■ **SUPPLIED ENTRIES**
────────
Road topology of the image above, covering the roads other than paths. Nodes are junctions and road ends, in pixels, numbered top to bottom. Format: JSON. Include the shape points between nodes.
────────
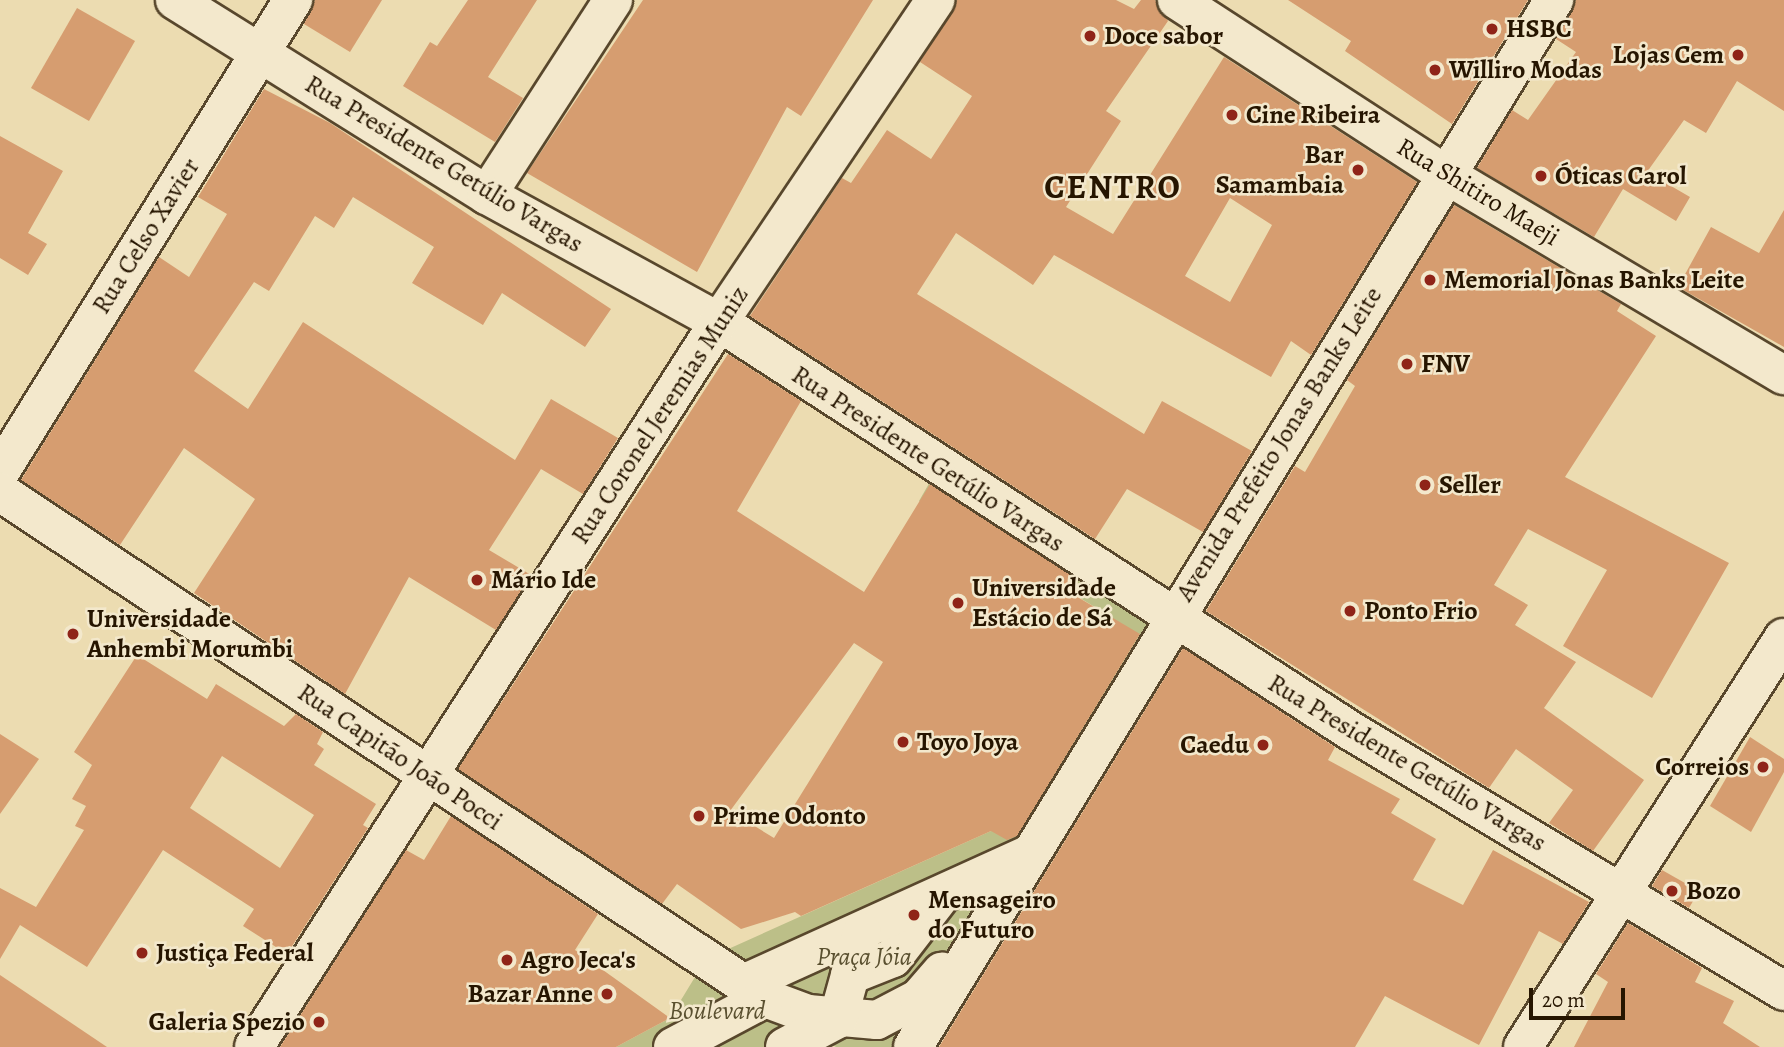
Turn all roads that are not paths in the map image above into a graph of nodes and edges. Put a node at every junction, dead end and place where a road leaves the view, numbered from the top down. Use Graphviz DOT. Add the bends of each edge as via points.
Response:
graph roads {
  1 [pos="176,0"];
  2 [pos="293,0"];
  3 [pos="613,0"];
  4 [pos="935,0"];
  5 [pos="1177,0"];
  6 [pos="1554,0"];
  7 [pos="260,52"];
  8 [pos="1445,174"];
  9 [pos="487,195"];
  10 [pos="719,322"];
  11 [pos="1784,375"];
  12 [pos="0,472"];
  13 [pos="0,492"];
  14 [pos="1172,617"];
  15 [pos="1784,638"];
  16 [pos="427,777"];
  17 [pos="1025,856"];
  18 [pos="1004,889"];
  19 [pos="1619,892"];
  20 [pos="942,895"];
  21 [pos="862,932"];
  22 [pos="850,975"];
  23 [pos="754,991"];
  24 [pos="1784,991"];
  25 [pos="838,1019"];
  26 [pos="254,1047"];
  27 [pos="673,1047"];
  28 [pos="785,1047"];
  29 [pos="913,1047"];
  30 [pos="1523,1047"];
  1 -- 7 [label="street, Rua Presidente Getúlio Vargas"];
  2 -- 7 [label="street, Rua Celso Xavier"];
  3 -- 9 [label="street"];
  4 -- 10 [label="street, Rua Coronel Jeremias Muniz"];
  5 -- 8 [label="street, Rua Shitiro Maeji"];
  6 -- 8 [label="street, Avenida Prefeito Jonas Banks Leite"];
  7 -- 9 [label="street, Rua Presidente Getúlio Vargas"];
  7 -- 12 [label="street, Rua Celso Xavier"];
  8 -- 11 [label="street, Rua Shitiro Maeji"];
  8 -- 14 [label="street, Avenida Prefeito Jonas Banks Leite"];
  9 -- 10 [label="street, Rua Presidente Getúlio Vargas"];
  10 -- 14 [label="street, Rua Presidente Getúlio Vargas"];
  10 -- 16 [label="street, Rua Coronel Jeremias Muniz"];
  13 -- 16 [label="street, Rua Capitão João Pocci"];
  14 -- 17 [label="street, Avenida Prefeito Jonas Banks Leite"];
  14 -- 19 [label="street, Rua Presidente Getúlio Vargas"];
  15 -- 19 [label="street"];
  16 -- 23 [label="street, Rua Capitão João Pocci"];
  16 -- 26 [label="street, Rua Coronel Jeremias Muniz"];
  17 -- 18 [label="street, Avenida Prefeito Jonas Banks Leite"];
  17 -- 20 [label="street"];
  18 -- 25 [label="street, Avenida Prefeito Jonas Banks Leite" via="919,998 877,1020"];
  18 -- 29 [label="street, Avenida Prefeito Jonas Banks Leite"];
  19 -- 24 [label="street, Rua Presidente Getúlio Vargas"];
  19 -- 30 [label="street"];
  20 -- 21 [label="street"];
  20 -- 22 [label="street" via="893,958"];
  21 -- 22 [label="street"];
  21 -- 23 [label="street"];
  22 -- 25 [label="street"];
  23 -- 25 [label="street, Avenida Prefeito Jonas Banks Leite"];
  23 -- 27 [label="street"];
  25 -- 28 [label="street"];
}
────────
■ **TASK DESCRIPTION**
From the entries, report every line in which the string "paths" occurs.

■ **RESPONSE AREA**
Road topology of the image above, covering the roads other than paths. Nodes are junctions and road ends, in pixels, numbered top to bottom. Format: JSON. Include the shape points between nodes.
Turn all roads that are not paths in the map image above into a graph of nodes and edges. Put a node at every junction, dead end and place where a road leaves the view, numbered from the top down. Use Graphviz DOT. Add the bends of each edge as via points.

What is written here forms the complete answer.